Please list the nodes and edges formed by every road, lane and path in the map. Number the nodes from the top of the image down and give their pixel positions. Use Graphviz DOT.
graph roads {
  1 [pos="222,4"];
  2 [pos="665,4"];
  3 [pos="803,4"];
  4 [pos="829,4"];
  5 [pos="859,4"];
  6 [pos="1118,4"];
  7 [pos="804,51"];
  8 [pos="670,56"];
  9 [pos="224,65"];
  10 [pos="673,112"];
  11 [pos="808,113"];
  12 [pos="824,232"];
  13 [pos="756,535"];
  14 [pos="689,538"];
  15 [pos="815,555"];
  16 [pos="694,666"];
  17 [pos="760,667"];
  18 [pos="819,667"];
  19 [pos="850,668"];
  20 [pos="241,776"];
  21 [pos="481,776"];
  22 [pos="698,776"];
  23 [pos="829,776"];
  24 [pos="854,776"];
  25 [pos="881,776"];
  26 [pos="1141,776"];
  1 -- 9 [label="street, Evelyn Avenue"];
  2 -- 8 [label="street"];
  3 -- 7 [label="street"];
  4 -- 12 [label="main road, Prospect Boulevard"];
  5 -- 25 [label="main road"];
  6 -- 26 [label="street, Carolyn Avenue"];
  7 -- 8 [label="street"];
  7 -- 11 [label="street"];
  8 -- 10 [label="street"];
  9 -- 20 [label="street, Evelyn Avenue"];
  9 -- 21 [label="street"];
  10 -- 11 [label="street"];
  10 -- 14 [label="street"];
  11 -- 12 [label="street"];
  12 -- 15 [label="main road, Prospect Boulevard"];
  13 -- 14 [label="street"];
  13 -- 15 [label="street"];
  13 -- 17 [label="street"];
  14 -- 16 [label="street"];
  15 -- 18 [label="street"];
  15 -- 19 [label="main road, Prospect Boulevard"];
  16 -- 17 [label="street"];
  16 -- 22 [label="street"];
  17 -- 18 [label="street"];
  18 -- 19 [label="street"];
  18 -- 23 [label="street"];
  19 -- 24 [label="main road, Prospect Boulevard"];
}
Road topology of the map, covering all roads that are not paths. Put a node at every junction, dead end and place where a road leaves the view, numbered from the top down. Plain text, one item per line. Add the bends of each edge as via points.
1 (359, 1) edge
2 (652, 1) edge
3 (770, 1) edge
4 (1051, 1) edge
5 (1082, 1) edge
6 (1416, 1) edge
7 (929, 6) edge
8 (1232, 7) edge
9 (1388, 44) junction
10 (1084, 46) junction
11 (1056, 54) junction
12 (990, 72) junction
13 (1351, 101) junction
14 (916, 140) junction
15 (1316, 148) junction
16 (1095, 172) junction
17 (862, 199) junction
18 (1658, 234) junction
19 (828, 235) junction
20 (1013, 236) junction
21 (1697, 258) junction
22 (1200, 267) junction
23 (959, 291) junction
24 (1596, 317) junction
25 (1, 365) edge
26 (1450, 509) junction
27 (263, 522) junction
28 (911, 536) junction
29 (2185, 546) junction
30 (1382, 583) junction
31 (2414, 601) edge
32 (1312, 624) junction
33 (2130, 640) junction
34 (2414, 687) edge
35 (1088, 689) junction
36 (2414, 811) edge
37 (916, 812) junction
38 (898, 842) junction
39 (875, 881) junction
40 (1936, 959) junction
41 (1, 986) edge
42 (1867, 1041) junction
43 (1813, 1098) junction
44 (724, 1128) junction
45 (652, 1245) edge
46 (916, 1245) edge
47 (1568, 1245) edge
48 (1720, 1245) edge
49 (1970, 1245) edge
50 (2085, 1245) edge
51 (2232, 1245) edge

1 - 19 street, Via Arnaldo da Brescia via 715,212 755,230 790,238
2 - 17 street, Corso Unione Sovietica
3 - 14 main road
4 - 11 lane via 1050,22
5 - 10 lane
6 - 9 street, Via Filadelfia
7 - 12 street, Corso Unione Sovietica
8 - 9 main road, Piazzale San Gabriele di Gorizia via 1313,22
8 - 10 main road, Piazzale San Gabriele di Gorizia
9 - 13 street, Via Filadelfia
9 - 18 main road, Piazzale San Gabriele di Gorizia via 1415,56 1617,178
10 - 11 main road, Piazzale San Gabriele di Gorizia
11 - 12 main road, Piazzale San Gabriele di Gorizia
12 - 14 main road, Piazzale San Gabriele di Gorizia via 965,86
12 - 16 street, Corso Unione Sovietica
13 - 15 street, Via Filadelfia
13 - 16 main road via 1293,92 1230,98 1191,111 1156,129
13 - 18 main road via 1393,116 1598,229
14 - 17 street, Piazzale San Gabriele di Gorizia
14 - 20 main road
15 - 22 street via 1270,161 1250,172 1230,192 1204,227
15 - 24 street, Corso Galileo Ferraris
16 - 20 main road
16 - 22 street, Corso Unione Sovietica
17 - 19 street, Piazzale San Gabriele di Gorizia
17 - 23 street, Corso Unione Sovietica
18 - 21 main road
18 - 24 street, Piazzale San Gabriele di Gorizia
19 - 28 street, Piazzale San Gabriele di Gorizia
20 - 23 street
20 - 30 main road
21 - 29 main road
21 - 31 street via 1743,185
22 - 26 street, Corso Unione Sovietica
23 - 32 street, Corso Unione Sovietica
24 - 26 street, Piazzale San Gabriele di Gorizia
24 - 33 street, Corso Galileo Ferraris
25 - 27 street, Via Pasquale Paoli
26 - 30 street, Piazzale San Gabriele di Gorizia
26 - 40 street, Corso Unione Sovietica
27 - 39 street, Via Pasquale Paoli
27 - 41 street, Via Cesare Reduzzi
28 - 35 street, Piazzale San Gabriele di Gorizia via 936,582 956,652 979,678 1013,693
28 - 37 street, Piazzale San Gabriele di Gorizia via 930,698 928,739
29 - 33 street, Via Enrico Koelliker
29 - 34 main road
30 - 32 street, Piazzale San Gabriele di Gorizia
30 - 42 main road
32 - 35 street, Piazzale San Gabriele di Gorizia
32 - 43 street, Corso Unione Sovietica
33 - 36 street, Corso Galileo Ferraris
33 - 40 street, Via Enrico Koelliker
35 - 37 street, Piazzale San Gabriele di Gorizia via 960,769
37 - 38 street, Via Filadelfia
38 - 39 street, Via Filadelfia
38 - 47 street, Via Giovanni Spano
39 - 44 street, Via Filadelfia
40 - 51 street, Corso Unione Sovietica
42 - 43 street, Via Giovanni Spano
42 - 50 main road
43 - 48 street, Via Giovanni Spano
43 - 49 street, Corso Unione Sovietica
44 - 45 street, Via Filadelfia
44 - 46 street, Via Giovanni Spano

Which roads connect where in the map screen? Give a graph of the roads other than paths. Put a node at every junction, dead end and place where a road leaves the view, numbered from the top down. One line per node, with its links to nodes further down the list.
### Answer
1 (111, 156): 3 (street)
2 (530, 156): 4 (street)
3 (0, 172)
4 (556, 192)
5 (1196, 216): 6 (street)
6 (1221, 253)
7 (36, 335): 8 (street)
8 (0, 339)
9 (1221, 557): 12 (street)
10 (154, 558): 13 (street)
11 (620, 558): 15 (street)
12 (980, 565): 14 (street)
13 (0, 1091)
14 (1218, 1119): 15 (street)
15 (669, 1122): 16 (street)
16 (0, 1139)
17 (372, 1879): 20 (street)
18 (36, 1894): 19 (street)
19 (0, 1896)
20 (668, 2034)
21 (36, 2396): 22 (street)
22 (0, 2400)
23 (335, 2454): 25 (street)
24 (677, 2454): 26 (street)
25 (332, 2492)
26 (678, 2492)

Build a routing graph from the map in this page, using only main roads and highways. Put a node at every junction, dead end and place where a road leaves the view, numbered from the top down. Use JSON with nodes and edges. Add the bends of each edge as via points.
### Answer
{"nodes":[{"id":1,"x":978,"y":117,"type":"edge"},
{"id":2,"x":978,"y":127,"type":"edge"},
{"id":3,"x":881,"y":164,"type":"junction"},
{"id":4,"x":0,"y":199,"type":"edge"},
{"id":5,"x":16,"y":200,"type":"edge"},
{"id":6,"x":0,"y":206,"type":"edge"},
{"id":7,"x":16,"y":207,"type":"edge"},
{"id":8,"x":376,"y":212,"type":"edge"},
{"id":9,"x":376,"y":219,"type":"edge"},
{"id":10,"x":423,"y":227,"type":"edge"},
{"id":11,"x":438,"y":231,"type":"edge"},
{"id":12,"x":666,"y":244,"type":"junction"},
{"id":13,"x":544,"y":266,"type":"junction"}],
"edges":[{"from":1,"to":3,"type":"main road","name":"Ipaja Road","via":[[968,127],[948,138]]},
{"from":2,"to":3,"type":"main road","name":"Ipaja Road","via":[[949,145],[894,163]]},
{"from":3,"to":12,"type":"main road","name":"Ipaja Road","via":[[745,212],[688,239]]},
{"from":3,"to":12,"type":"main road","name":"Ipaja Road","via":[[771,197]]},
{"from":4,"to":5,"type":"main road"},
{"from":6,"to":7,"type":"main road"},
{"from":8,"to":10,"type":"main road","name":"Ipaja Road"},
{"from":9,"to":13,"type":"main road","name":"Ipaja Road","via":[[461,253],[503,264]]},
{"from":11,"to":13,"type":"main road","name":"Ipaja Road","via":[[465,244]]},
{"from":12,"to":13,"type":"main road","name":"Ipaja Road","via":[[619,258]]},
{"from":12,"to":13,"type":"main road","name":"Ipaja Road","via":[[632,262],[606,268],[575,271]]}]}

**INSTRUCTIONS FOR THE TASK**
Looking at the records above, work out how many lines hold "view" and write only that number.

**OUTPUT FOR THIS TASK**
3